DATA IN THIS EXERCISE: Begin

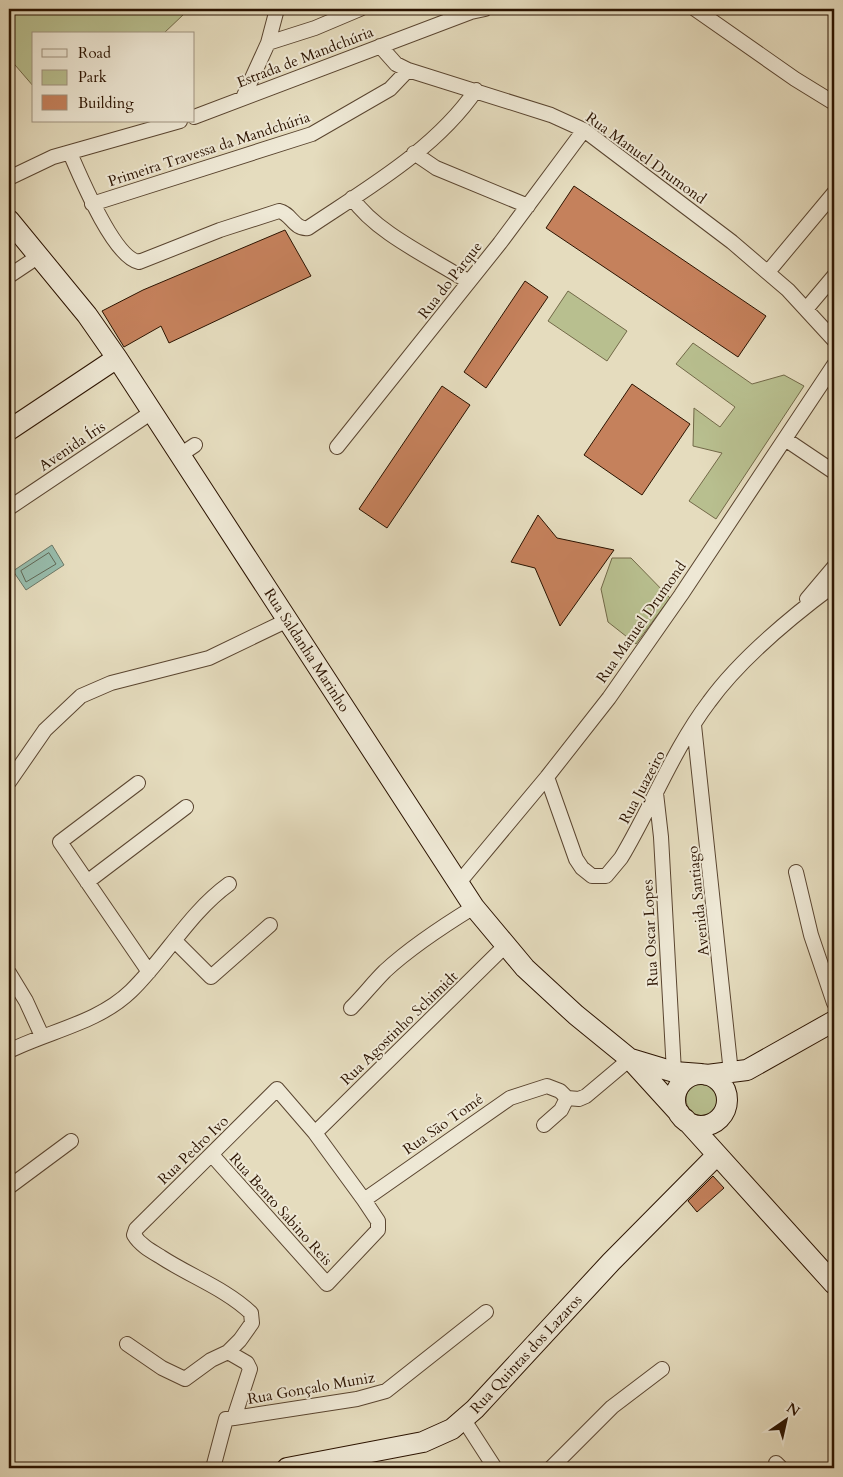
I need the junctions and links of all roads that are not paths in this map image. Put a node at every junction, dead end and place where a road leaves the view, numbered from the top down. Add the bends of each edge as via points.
1 (277, 9) edge
2 (360, 9) edge
3 (485, 9) edge
4 (695, 9) edge
5 (471, 10) edge
6 (268, 43) junction
7 (380, 46) junction
8 (408, 70) junction
9 (476, 90) junction
10 (243, 98) junction
11 (834, 103) edge
12 (195, 117) edge
13 (177, 122) edge
14 (584, 130) junction
15 (70, 153) junction
16 (414, 153) junction
17 (9, 178) edge
18 (834, 193) edge
19 (352, 198) junction
20 (92, 204) junction
21 (528, 206) junction
22 (9, 220) edge
23 (39, 256) junction
24 (768, 272) junction
25 (9, 276) edge
26 (834, 276) edge
27 (469, 282) junction
28 (807, 308) junction
29 (834, 340) edge
30 (117, 358) junction
31 (834, 365) edge
32 (152, 412) junction
33 (9, 430) edge
34 (785, 439) junction
35 (337, 447) dead end
36 (834, 472) edge
37 (9, 508) edge
38 (834, 567) edge
39 (834, 586) edge
40 (288, 620) junction
41 (789, 620) junction
42 (694, 725) junction
43 (547, 777) junction
44 (9, 782) edge
45 (138, 783) dead end
46 (656, 793) junction
47 (186, 807) dead end
48 (796, 872) dead end
49 (87, 882) junction
50 (229, 884) dead end
51 (457, 885) junction
52 (474, 907) junction
53 (270, 925) dead end
54 (175, 941) junction
55 (505, 946) junction
56 (149, 972) junction
57 (9, 973) edge
58 (834, 1003) edge
59 (351, 1008) dead end
60 (834, 1020) edge
61 (42, 1036) junction
62 (9, 1051) edge
63 (624, 1063) junction
64 (739, 1071) junction
65 (674, 1072) junction
66 (704, 1074) junction
67 (567, 1098) junction
68 (723, 1113) junction
69 (682, 1117) junction
70 (544, 1125) dead end
71 (315, 1133) junction
72 (72, 1141) dead end
73 (212, 1155) junction
74 (716, 1156) junction
75 (9, 1187) edge
76 (364, 1200) junction
77 (834, 1284) edge
78 (486, 1312) dead end
79 (128, 1344) dead end
80 (228, 1352) junction
81 (662, 1369) dead end
82 (234, 1418) junction
83 (464, 1420) junction
84 (213, 1468) edge
85 (287, 1468) edge
86 (495, 1468) edge
87 (551, 1468) edge

1 - 6 street
2 - 6 street
3 - 5 street, Estrada de Mandchúria
4 - 11 street via 795,80
5 - 7 street, Estrada de Mandchúria
6 - 10 street
7 - 8 street, Rua Manuel Drumond via 396,64
7 - 10 street, Estrada de Mandchúria
8 - 9 street, Rua Manuel Drumond
8 - 20 street, Primeira Travessa da Mandchúria via 390,89 312,134
9 - 14 street, Rua Manuel Drumond via 551,115
9 - 16 street via 450,122
10 - 12 street, Estrada de Mandchúria
13 - 15 street
14 - 21 street, Rua do Parque
14 - 24 street, Rua Manuel Drumond
15 - 17 street via 36,164
15 - 20 street
16 - 19 street via 384,178
16 - 21 street via 436,168
18 - 24 street
19 - 20 street via 308,228 300,227 284,212 278,211 139,262 130,258
19 - 27 street via 378,226
21 - 27 street, Rua do Parque
22 - 23 main road, Rua Saldanha Marinho
23 - 25 street
23 - 30 main road, Rua Saldanha Marinho
24 - 28 street, Rua Manuel Drumond
26 - 28 street
27 - 35 street, Rua do Parque
28 - 29 street, Rua Manuel Drumond
30 - 32 main road, Rua Saldanha Marinho
30 - 33 main road
31 - 34 street, Rua Manuel Drumond
32 - 37 street, Avenida Íris
32 - 40 main road, Rua Saldanha Marinho via 188,450
34 - 36 street
34 - 43 street, Rua Manuel Drumond via 636,659
38 - 41 street, Rua Juazeiro
39 - 41 street, Rua Juazeiro
40 - 44 street via 209,658 110,683 81,696 45,730
40 - 51 main road, Rua Saldanha Marinho
41 - 42 street, Rua Juazeiro via 722,685
42 - 46 street, Rua Juazeiro
42 - 64 street, Avenida Santiago
43 - 46 street, Rua Juazeiro via 576,859 585,872 599,878 615,867
43 - 51 street, Rua Manuel Drumond
45 - 49 street via 60,842
46 - 65 street, Rua Oscar Lopes
47 - 49 street
48 - 58 street via 811,934
49 - 56 street
50 - 54 street via 206,902
51 - 52 main road, Rua Saldanha Marinho
52 - 55 main road, Rua Saldanha Marinho
52 - 59 street via 405,954
53 - 54 street via 211,977
54 - 56 street
55 - 63 main road, Rua Saldanha Marinho
55 - 71 street, Rua Agostinho Schimidt
56 - 61 street via 113,1006 74,1026
57 - 61 street
60 - 64 main road
61 - 62 street
63 - 65 main road, Rua Saldanha Marinho
63 - 67 street via 586,1096
63 - 69 main road, Rua Saldanha Marinho
64 - 66 main road, Rua Saldanha Marinho
64 - 68 main road
65 - 66 main road, Rua Saldanha Marinho
66 - 68 main road via 720,1082 724,1088 727,1103
66 - 69 main road via 686,1079 681,1085 676,1099
67 - 70 street via 561,1110
67 - 76 street, Rua Sāo Tomé via 547,1086 510,1098
68 - 69 main road via 711,1124 704,1125 690,1123
68 - 74 main road
69 - 74 main road, Rua Saldanha Marinho
71 - 73 street, Rua Pedro Ivo via 277,1089
71 - 76 street
72 - 75 street
73 - 76 street, Rua Bento Sabino Reis via 327,1284 378,1230 378,1221
73 - 80 street, Rua Pedro Ivo via 136,1229 134,1235 143,1246 238,1301 251,1313 252,1323
74 - 77 main road, Rua Saldanha Marinho
74 - 83 main road, Rua Quintas dos Lazaros via 611,1262
78 - 82 street, Rua Gonçalo Muniz via 386,1391 357,1399
79 - 80 street via 162,1368 185,1379 210,1360
80 - 82 street via 248,1363 250,1369
81 - 87 street via 612,1407
82 - 84 street via 226,1420
83 - 85 main road, Rua Quintas dos Lazaros via 423,1442
83 - 86 street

DATA IN THIS EXERCISE: End

ACTIVITY ->
Determine the number of lines in the entries that contain "Pedro", then write that number alone.

OUTPUT OF THE TASK ->
2